Since that first series, the show has produced more than 100 UFC fighters and even a few UFC champions. Still, many MMA pundits question the remaining value of the program after 16 seasons on the air. Sonnen, who is currently in Las Vegas taping "TUF 17," insists this new edition will reinvigorate what some consider a tired proposition.
"When you see the guys that don't get into the house – when you see the black belts and the champions and the veterans and the flat-out studs with very incredible resumes that did not get into the house – that's when you're going to understand how loaded this bracket is," Sonnen said. "The No. 1 thing that I'm going to do is we're going to change the narrative of this show. This is not a frat show, and it is not a reality show. I don't know how those terms ever got coined. This is a tournament, period.
"All the way back to the greats – Royce Gracie and Dan Severn and Ken 'Never Should Have Been in the Octagon in the First Place' Shamrock – they never went through anything like this. Those guys did a great job. Those guys got me in the sport, the Don Fryes and the 'Tank' Abbotts, the real fighters. But it's nothing like a 32-man tournament. It's nothing like having to make weight five times, fight five times, have no preparation, not have your coach, not have your team, not sleeping in your own bed – and be expected to win anyway. It's nothing like that.
"Somewhere, somebody called this a reality show, and I just don't get it.
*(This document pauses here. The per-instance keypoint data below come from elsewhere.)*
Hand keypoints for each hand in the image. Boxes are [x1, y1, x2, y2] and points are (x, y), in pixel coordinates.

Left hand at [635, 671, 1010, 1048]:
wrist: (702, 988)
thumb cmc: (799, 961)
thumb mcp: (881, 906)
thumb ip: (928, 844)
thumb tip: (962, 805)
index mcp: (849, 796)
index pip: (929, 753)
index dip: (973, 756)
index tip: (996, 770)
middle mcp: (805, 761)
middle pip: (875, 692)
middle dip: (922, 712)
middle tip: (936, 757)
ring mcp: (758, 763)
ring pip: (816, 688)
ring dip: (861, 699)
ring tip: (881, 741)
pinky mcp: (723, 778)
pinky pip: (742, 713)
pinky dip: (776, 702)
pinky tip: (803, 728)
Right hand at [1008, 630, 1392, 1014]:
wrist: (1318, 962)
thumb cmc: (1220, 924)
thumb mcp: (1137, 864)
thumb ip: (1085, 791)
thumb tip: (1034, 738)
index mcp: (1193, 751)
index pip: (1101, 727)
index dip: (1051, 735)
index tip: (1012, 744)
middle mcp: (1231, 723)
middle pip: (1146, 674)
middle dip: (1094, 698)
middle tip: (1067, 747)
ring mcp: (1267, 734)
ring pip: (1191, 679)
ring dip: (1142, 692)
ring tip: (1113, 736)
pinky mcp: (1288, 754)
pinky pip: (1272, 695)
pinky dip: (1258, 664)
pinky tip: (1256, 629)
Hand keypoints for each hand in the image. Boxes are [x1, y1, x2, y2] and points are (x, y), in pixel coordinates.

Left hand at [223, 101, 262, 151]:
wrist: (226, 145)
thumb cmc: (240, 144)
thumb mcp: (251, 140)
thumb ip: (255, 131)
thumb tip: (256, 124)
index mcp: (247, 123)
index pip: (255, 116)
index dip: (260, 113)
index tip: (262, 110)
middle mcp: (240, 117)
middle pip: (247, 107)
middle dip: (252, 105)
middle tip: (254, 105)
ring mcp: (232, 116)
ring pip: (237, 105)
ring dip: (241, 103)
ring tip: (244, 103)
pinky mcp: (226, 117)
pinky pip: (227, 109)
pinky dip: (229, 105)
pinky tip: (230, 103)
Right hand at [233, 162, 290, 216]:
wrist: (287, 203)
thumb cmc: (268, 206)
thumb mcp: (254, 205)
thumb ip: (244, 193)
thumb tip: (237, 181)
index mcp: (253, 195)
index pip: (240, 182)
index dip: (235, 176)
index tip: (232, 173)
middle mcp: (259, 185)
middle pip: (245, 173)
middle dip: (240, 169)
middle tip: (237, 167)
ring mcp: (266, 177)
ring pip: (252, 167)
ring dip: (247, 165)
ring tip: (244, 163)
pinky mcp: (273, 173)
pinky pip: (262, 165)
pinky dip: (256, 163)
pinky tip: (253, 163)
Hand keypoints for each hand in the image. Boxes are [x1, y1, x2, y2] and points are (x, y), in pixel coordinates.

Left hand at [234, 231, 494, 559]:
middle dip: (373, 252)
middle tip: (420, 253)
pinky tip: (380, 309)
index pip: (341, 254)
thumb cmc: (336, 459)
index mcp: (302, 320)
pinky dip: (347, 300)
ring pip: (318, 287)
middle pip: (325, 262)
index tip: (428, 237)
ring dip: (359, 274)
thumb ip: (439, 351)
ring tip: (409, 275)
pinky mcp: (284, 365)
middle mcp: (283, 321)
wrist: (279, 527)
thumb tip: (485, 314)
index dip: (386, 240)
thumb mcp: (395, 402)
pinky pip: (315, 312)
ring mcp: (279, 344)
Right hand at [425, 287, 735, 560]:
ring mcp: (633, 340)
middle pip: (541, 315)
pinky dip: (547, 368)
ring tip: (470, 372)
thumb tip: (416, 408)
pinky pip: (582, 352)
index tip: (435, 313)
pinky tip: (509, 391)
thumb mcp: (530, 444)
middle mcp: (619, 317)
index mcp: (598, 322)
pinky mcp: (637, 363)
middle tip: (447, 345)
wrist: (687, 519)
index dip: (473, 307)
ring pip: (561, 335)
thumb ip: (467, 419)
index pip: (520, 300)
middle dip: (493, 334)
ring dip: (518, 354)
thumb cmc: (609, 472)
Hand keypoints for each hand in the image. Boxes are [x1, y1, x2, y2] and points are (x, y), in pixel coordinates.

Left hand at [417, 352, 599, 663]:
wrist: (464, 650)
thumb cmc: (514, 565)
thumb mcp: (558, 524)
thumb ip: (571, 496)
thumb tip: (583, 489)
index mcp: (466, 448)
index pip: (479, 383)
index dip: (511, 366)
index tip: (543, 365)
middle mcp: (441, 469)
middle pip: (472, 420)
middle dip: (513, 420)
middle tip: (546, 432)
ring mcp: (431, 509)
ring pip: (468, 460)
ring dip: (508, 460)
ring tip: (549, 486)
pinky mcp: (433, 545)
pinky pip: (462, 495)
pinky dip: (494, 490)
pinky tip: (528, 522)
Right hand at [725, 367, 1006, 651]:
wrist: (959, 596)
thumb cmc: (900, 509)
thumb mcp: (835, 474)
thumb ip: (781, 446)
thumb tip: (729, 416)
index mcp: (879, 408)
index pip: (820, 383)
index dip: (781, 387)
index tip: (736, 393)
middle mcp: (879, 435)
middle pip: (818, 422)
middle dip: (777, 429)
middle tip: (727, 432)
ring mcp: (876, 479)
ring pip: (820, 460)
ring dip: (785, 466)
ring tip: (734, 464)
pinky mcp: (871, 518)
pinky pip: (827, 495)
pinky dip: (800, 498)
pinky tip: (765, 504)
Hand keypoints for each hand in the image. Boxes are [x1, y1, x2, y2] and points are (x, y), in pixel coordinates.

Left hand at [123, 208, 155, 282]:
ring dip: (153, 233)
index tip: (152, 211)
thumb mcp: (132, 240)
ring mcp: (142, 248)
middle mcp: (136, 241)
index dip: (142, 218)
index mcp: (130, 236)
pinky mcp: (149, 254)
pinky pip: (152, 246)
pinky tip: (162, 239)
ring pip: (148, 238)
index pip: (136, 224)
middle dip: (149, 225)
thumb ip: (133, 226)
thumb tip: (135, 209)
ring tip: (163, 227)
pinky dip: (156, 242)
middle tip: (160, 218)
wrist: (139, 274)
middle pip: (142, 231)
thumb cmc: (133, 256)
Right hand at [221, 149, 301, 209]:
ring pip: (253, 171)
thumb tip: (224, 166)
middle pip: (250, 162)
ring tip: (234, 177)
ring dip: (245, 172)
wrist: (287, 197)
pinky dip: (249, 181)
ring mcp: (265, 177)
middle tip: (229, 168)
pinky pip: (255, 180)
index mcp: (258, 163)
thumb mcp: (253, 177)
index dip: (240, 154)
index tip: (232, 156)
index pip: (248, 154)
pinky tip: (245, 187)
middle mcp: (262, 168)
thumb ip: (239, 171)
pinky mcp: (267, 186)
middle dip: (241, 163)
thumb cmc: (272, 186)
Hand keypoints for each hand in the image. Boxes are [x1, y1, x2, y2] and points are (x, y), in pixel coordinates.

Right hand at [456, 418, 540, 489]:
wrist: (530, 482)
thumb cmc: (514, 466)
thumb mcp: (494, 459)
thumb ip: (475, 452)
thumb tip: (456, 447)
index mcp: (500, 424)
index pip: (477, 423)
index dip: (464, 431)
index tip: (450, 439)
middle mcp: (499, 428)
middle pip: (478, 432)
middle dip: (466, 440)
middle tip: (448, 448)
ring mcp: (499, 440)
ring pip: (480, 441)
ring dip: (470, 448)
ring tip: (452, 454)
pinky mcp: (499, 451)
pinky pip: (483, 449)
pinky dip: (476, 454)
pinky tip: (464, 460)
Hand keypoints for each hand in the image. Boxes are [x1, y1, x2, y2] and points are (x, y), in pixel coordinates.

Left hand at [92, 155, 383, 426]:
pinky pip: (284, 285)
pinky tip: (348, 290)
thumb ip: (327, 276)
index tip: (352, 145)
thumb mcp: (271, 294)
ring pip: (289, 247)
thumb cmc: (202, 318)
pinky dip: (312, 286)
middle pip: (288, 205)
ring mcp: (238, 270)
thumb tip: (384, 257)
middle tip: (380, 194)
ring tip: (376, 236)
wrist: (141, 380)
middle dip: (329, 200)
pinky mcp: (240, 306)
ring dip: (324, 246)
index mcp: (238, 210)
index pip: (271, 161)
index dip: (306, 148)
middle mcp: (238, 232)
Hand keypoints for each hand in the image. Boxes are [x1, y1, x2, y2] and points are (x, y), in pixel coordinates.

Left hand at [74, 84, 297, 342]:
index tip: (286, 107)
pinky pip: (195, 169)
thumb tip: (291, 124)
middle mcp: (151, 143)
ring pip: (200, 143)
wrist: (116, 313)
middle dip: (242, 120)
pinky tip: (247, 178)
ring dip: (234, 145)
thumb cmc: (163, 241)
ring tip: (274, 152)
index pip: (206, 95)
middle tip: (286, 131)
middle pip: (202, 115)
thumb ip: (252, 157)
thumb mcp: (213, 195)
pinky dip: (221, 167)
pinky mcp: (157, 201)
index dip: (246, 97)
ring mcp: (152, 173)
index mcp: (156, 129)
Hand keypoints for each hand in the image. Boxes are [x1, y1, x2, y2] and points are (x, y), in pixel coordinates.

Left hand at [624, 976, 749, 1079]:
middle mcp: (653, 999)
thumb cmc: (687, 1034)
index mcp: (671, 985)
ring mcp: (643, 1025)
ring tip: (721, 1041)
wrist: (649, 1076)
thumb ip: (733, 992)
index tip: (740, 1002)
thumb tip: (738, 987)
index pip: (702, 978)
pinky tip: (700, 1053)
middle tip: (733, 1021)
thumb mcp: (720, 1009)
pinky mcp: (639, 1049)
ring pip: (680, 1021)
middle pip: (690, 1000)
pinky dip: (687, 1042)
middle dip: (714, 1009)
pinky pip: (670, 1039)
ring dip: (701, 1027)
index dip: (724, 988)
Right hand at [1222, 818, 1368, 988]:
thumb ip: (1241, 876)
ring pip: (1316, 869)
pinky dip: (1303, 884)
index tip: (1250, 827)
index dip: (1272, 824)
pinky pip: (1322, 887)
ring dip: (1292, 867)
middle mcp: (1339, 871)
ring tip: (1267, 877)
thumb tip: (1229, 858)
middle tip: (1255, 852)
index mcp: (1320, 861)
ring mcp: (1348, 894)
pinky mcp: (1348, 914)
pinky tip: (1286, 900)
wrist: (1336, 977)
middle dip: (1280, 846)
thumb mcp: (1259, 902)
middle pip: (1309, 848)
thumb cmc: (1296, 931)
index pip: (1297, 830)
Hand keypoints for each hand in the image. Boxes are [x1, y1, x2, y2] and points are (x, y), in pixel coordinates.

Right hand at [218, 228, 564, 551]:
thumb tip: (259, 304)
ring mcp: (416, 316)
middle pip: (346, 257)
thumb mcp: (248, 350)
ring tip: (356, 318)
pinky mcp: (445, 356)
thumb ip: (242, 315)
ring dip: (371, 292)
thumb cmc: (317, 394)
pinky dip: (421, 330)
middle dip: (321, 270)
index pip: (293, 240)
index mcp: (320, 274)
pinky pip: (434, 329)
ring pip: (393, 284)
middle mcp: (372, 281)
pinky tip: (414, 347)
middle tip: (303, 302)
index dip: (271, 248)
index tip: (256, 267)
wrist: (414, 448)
So is the Super Bowl. It's reality, and it's a show, but I don't get it. This is real. This is the realest tournament ever. We have a guy that lost his job for taking this opportunity. He's got a wife and kid, and if he doesn't win this, he doesn't know what's going to happen to him. I could name a few of those stories like that. The sacrifice that these guys are going through to put it all on the line, it's humbling."
Sonnen's opposing coach also had a near-miss with "The Ultimate Fighter," albeit much later in the show's run. Because of the presence of alcohol in the "TUF" house, contestants must be at least 21 years old. Jones, who would go on to win the UFC's 205-pound title at just 23 years old, was underage when he went to an open tryout session and was ultimately told there was no way to bend the rules.
"I tried out for 'The Ultimate Fighter' back when I was 20 years old," Jones said. "I remember making it through the first round and then approaching a table to grapple for the second round and having Dana – I think himself, I remember him being at the table – saying, 'Man, you're too young. You're 20 years old, and you have to be 21 to apply for this show, but we're going to let you roll anyways. But you can't go much further than this.' I was like, 'Alright.' I was rolling and having a great time, and that was it. That was the end of the scenario."
Jones obviously didn't take the snub personally, as he made his debut for the promotion at UFC 87, less than one month after his 21st birthday. Now he views his role as coach as a bit of a full-circle moment.
"It's kind of surreal to me to know that just four-and-a-half years ago I was trying out for the show, and then to be on the show as such a young coach is just like, 'Man, we're doing things right,'" Jones said. "I said that to my manager. I said, 'We're doing it. We're doing things right.' It's just surreal to be a guy who was rejected from the show and now be the coach."